What can be better than becoming a successful cash flow investor in the beautiful islands of Hawaii? It’s a dream, right? Having passive income roll in while you play golf in Lanikai or drink mai tais on the beach in Waikiki? It doesn’t have to be. Making the correct business choices in your rental properties and learning how to properly manage tenants can yield the results you seek.
Once you’ve chosen the perfect condo or house for your investment property, the hard part kicks in. Sure, it took you time to locate just the right place and you may have even had to fix it up a little, but now you’ve got to rent it out. Finding tenants, and good tenants at that, requires time interviewing the (hopefully) large pool of potential renters. Are you looking for students from UH, HPU or KCC for a group house in Manoa or Kaimuki? Or are you looking for an entire family for a house in Kalihi Valley? Or are you turning that Makaha beachside house into a vacation rental?
In order to be a successful cash flow investor in Hawaii, you need to make sure your monthly cash flow stays positive. This may sound like a simple enough concept, however executing it can be difficult. There may be times that the property is vacant, so it’s easy to end up temporarily upside down in the books while you’re paying a mortgage with no rental income. With our dependency on tourism, everyone here knows that the Hawaii housing market can change quickly as a response to other world events and market shifts. This is where the marketing of your Hawaii investment property and the decision of what you charge for rent become very important. You’re competing not just among renters but among other landlords for those same renters.
Deciding on the monthly rent amount is crucial. You’ve got to consider your mortgage payment on the property as well as what the average rent for similar nearby properties is in the current market. Don’t use Pearl City rents to figure out the rent on your Makiki condo. Making other decisions on what the rent will include will affect your potential renter pool. Will you include utilities? Lawn or property maintenance? These will all need to be factored in.
Another aspect of your success depends on the property management. Will you hire a property manager or will you be the landlord? Utilizing the services of a property manager is an added cost that needs to be factored in to guarantee your success. If you’re going to go this route, look around, ask for recommendations from fellow investors and be sure you know all that’s included in their fees. A good property manager should actually save you money (or its equivalent in time). Otherwise, if you’re going to be the landlord yourself, ensure you have the proper amount of time to dedicate. It might be more than you think.
Tenants can literally make or break you. Having a strong lease agreement is very important. You want to lay out the do’s and don’ts so that if they don’t abide by them, you have the right to evict them and that you’ve protected your money. There are plenty of Hawaii specific lease agreement templates on the web but you might also want to consult an attorney to draft one for you.
The agreement, which is a legally binding document, will outline the rent, the length of the agreement and any other terms the owner wants to include, such as what will happen in the event of non-payment, maintenance issues and how the property should be left at the end of the lease. There’s nothing worse than having a bad tenant leave your remodeled Mililani townhouse in poor condition as a new one is getting ready to move in.

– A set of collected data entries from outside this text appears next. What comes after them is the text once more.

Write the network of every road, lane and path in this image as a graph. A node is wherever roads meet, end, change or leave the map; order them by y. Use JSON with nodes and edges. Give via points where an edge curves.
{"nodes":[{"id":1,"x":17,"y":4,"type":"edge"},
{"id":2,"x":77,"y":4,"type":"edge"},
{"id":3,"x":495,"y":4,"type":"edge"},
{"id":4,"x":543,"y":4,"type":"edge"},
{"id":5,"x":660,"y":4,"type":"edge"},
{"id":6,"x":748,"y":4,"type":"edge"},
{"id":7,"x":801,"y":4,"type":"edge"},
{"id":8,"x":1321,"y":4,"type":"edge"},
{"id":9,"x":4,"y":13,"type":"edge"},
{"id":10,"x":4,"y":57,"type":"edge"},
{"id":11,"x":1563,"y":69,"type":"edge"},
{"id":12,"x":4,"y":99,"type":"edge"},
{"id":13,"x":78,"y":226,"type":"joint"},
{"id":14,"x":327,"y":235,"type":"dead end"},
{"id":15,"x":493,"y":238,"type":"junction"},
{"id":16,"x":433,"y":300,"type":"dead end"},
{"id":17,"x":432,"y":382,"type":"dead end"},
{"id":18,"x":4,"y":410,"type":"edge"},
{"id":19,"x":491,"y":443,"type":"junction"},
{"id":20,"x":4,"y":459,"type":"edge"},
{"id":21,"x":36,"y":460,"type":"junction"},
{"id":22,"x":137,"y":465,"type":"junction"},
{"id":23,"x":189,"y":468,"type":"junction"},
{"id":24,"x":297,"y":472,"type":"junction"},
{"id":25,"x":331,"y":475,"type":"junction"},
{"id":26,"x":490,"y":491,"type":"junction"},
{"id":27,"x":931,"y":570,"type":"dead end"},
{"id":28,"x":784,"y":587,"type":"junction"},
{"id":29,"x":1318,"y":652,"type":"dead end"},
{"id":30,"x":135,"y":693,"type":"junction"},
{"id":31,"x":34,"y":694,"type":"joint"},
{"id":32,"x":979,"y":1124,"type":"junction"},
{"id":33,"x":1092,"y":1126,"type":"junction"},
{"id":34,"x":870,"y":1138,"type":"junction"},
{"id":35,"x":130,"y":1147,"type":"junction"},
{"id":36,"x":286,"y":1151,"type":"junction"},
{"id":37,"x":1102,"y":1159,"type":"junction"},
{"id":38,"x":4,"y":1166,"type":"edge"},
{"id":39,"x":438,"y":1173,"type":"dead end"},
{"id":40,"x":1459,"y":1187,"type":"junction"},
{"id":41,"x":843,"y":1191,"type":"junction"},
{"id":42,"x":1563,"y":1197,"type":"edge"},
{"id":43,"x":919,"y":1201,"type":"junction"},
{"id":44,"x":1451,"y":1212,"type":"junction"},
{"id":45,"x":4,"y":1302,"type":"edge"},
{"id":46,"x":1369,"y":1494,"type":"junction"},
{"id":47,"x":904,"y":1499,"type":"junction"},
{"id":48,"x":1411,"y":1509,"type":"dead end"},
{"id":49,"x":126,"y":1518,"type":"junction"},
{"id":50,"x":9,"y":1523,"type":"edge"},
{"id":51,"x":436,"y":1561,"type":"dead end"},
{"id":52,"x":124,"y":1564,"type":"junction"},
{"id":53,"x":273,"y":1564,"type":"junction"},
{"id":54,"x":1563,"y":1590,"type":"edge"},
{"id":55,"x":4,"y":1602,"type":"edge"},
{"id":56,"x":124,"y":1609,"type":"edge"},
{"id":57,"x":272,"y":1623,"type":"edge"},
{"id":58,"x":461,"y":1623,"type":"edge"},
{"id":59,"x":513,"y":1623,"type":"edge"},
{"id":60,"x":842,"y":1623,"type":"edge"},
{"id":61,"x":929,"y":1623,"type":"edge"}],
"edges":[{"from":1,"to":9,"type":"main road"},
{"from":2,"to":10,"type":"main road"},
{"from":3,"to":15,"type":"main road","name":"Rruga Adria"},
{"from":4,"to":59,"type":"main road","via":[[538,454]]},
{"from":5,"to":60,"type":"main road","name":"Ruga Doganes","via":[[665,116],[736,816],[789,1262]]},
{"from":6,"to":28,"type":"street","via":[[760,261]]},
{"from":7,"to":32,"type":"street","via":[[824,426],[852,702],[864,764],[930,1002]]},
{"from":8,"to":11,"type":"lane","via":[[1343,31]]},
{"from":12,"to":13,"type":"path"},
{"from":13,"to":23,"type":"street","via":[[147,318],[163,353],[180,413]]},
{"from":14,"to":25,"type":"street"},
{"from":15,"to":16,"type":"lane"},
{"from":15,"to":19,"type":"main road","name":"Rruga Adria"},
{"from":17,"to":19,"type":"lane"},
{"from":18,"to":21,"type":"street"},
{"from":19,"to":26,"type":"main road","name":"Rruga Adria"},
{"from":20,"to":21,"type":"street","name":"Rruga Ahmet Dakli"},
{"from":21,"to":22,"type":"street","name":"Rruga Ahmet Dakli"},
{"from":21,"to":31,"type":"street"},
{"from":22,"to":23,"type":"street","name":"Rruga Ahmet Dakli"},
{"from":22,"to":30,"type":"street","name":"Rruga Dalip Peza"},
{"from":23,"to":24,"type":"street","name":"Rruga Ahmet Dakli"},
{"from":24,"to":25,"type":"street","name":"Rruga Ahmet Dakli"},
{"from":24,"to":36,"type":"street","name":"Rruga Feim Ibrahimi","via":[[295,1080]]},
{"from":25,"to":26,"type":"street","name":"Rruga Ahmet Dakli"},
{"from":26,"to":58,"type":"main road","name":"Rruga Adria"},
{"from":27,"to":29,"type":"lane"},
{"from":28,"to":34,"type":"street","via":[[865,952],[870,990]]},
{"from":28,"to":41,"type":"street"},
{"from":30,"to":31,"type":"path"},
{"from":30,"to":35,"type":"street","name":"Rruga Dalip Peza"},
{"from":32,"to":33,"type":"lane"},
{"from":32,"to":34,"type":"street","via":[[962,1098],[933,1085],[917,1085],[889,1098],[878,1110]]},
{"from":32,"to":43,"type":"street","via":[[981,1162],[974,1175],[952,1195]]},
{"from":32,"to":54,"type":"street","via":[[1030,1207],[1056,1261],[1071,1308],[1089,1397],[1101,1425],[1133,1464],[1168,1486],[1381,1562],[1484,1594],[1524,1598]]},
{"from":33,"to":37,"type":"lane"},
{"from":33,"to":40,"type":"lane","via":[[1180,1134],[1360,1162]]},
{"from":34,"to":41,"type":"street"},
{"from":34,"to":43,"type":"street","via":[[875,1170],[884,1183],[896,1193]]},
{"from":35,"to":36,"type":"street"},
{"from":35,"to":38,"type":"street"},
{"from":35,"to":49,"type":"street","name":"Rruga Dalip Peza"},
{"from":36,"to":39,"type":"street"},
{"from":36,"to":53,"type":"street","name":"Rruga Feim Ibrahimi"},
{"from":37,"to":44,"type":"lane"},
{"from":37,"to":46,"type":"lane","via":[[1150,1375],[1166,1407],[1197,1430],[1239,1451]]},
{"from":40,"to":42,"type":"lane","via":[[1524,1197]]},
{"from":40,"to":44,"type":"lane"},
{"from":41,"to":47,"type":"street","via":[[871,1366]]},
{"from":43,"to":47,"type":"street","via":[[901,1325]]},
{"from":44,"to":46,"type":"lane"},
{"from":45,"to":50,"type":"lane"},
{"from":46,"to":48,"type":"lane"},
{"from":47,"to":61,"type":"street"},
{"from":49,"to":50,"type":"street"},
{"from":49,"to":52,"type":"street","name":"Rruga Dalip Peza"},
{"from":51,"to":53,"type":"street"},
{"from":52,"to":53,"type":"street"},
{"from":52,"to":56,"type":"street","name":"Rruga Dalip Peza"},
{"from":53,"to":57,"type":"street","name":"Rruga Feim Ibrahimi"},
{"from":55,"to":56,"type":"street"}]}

Let’s talk about eviction. Eviction is a nasty process for all involved, so try to avoid the situation as best you can. The best way to do this? Spend extra time learning about your potential renters. Ask questions. What do they do for work? How stable is their employment? How long do they plan to stay in Hawaii? How liquid are they?
Even less intrusive questions such as what they do when they’re not working can tell you about their overall lifestyle. You should probably ask if they smoke and/or include such provisions in the lease. And of course, their overall demeanor will tell you a lot about what to expect from your landlord-tenant relationship. Nice people are just easier to have a relationship with, and this is a relationship. You can even order a credit check from a local Hawaii company or an online service such as e-renter.com.

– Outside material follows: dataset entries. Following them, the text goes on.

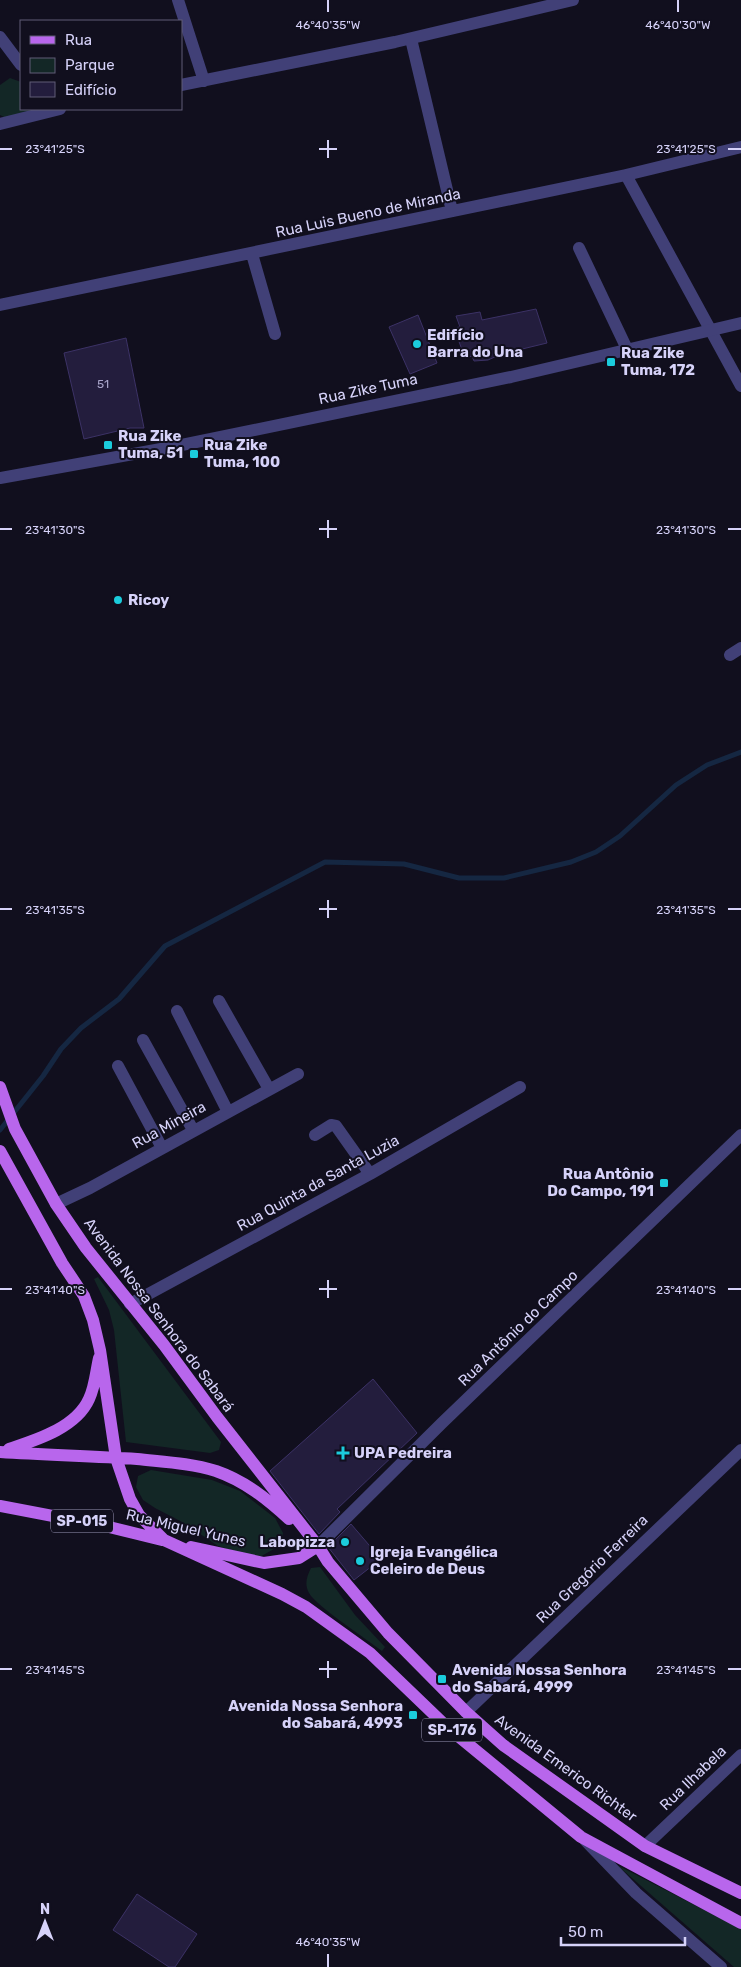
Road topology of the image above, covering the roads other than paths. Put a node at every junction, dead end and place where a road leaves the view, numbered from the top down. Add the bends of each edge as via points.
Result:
1 (178, 0) edge
2 (574, 0) edge
3 (0, 37) edge
4 (411, 39) junction
5 (20, 64) edge
6 (204, 81) junction
7 (182, 85) edge
8 (51, 110) edge
9 (0, 124) edge
10 (741, 147) edge
11 (626, 175) junction
12 (452, 211) junction
13 (579, 248) dead end
14 (252, 254) junction
15 (0, 305) edge
16 (741, 323) edge
17 (712, 330) junction
18 (275, 334) dead end
19 (627, 349) junction
20 (741, 386) edge
21 (0, 478) edge
22 (219, 1001) dead end
23 (176, 1011) dead end
24 (143, 1040) dead end
25 (118, 1066) dead end
26 (298, 1074) dead end
27 (0, 1087) edge
28 (520, 1087) dead end
29 (270, 1089) junction
30 (228, 1112) junction
31 (193, 1130) junction
32 (315, 1134) dead end
33 (741, 1135) edge
34 (162, 1148) junction
35 (0, 1151) edge
36 (370, 1174) junction
37 (56, 1204) junction
38 (130, 1304) junction
39 (100, 1350) junction
40 (741, 1450) edge
41 (0, 1452) edge
42 (116, 1458) junction
43 (0, 1506) edge
44 (164, 1540) junction
45 (318, 1546) junction
46 (466, 1712) junction
47 (741, 1755) edge
48 (582, 1837) junction
49 (645, 1846) junction
50 (741, 1893) edge
51 (741, 1923) edge
52 (721, 1967) edge

1 - 6 street
2 - 4 street
3 - 5 street
4 - 6 street
4 - 12 street
6 - 7 street
8 - 9 street
10 - 11 street, Rua Luis Bueno de Miranda
11 - 12 street, Rua Luis Bueno de Miranda
11 - 17 street
12 - 14 street, Rua Luis Bueno de Miranda
13 - 19 street
14 - 15 street, Rua Luis Bueno de Miranda
14 - 18 street
16 - 17 street, Rua Zike Tuma
17 - 19 street, Rua Zike Tuma
17 - 20 street
19 - 21 street, Rua Zike Tuma via 511,377 155,450
22 - 29 street
23 - 30 street
24 - 31 street
25 - 34 street
26 - 29 street, Rua Mineira
27 - 37 main road, Avenida Nossa Senhora do Sabará via 15,1129
28 - 36 street, Rua Quinta da Santa Luzia
29 - 30 street, Rua Mineira
30 - 31 street, Rua Mineira
31 - 34 street, Rua Mineira
32 - 36 street via 331,1125 336,1126
33 - 45 street, Rua Antônio do Campo
34 - 37 street, Rua Mineira
35 - 39 main road via 84,1296
36 - 38 street, Rua Quinta da Santa Luzia
37 - 38 main road, Avenida Nossa Senhora do Sabará
38 - 45 main road, Avenida Nossa Senhora do Sabará
39 - 41 main road via 90,1398 80,1414 34,1441
39 - 42 main road
40 - 46 street, Rua Gregório Ferreira
41 - 42 main road
42 - 44 main road via 139,1515
42 - 45 main road via 180,1463 217,1472 264,1496
43 - 44 main road, Rua Miguel Yunes / SP-015
44 - 45 main road, Rua Miguel Yunes / SP-015 via 264,1563 299,1558
44 - 48 main road, SP-176 via 306,1607 370,1653 446,1726
45 - 46 main road, Avenida Emerico Richter / SP-176 via 388,1633
46 - 49 main road, Avenida Emerico Richter / SP-176 via 503,1745
47 - 49 street, Rua Ilhabela
48 - 51 main road, SP-176
48 - 52 street via 636,1893
49 - 50 main road, Avenida Emerico Richter / SP-176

Lastly, be sure to check out the Landlord – Tenant Information website of the Hawaii state government’s Department of Commerce & Consumer Affairs. There is some valuable information there, including the “Landlord Tenant Handbook” which you can download for free.
The idea of owning property in Hawaii and earning passive income from rentals sounds like a great idea, and it is, as long as you have the proper resources and plan in place. Having and maintaining a positive cash flow by properly calculating all of your costs, getting the right tenants and having a property management system are the keys to becoming successful. After that, there’s nothing left but those mai tais in Waikiki.